Items listed in a dataset:

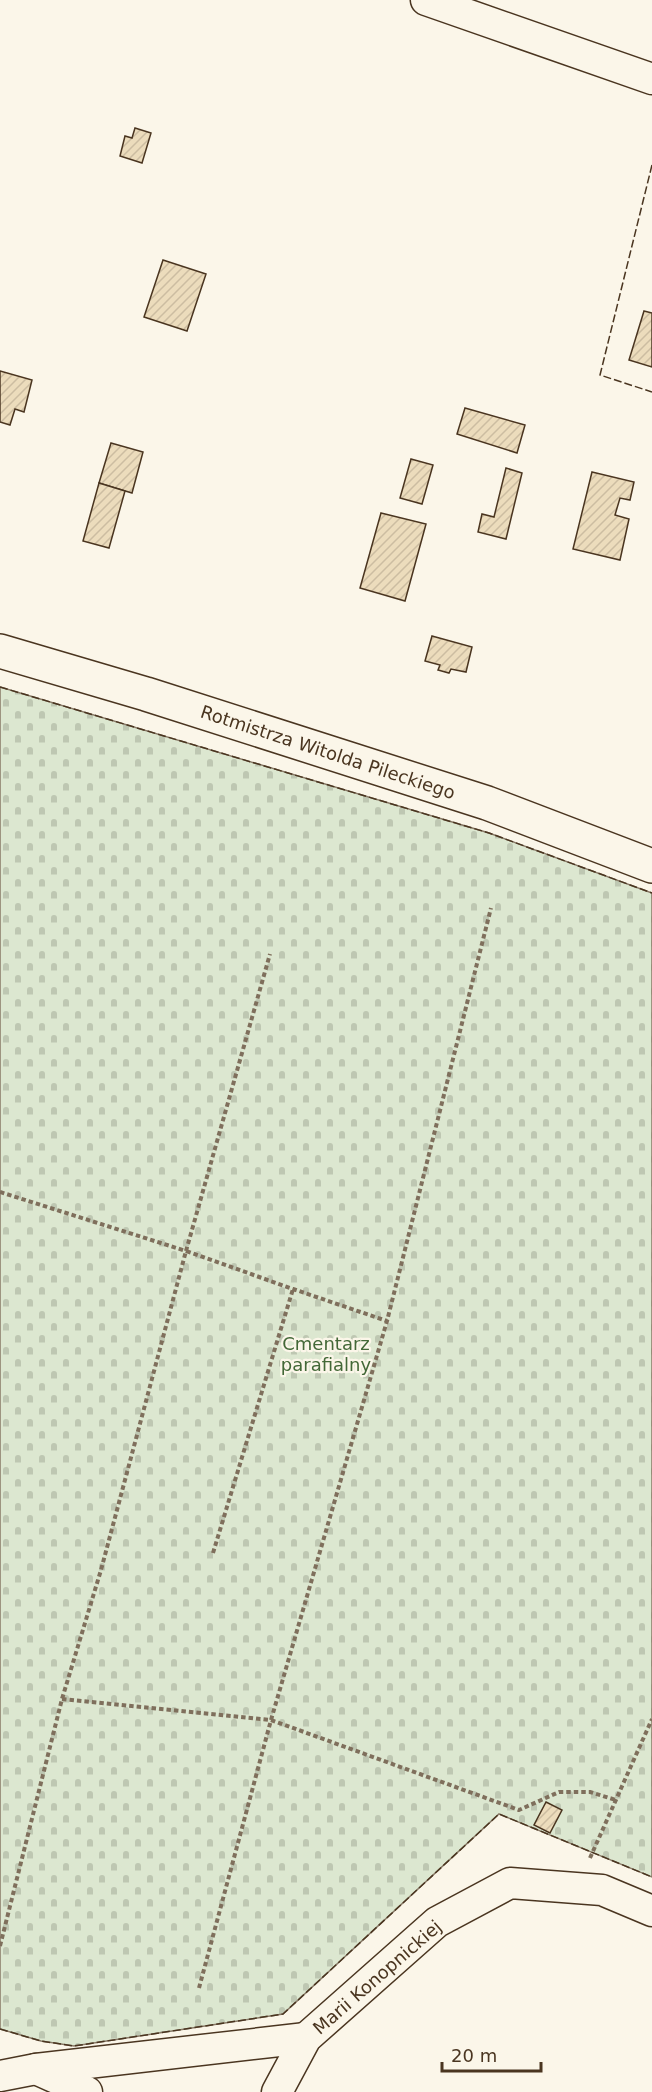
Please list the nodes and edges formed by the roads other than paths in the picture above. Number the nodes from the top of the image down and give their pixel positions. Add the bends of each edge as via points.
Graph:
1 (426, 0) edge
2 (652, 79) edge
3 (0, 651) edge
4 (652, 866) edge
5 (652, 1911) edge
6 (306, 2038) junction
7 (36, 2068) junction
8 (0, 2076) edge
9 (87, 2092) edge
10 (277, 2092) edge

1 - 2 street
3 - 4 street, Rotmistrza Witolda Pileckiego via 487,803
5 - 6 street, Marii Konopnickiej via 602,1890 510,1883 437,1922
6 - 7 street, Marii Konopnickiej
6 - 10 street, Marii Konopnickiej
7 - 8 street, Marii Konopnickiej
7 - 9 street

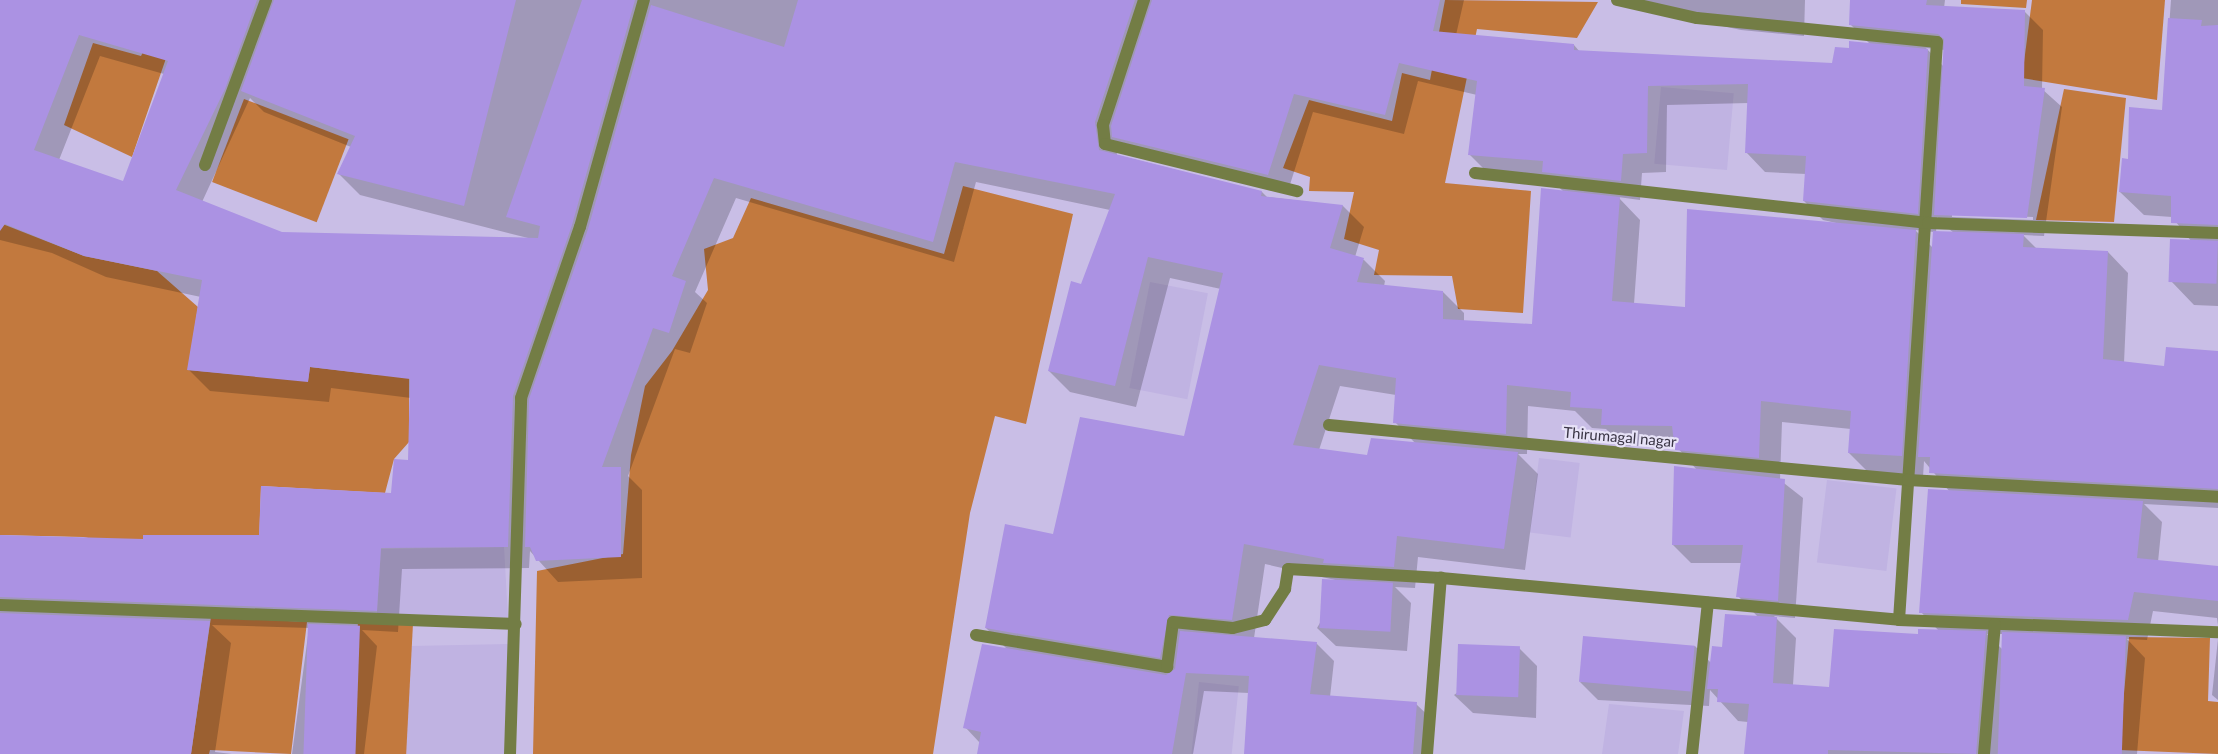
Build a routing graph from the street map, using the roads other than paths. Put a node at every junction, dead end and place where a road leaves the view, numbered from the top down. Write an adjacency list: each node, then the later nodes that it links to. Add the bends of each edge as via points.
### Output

EXERCISE: Your answer must be the records exactly as they stand, with no pictures in it.

TASK RESPONSE:
Please list the nodes and edges formed by the roads other than paths in the picture above. Number the nodes from the top of the image down and give their pixel positions. Add the bends of each edge as via points.
Graph:
1 (426, 0) edge
2 (652, 79) edge
3 (0, 651) edge
4 (652, 866) edge
5 (652, 1911) edge
6 (306, 2038) junction
7 (36, 2068) junction
8 (0, 2076) edge
9 (87, 2092) edge
10 (277, 2092) edge

1 - 2 street
3 - 4 street, Rotmistrza Witolda Pileckiego via 487,803
5 - 6 street, Marii Konopnickiej via 602,1890 510,1883 437,1922
6 - 7 street, Marii Konopnickiej
6 - 10 street, Marii Konopnickiej
7 - 8 street, Marii Konopnickiej
7 - 9 street

Build a routing graph from the street map, using the roads other than paths. Put a node at every junction, dead end and place where a road leaves the view, numbered from the top down. Write an adjacency list: each node, then the later nodes that it links to. Add the bends of each edge as via points.
### Output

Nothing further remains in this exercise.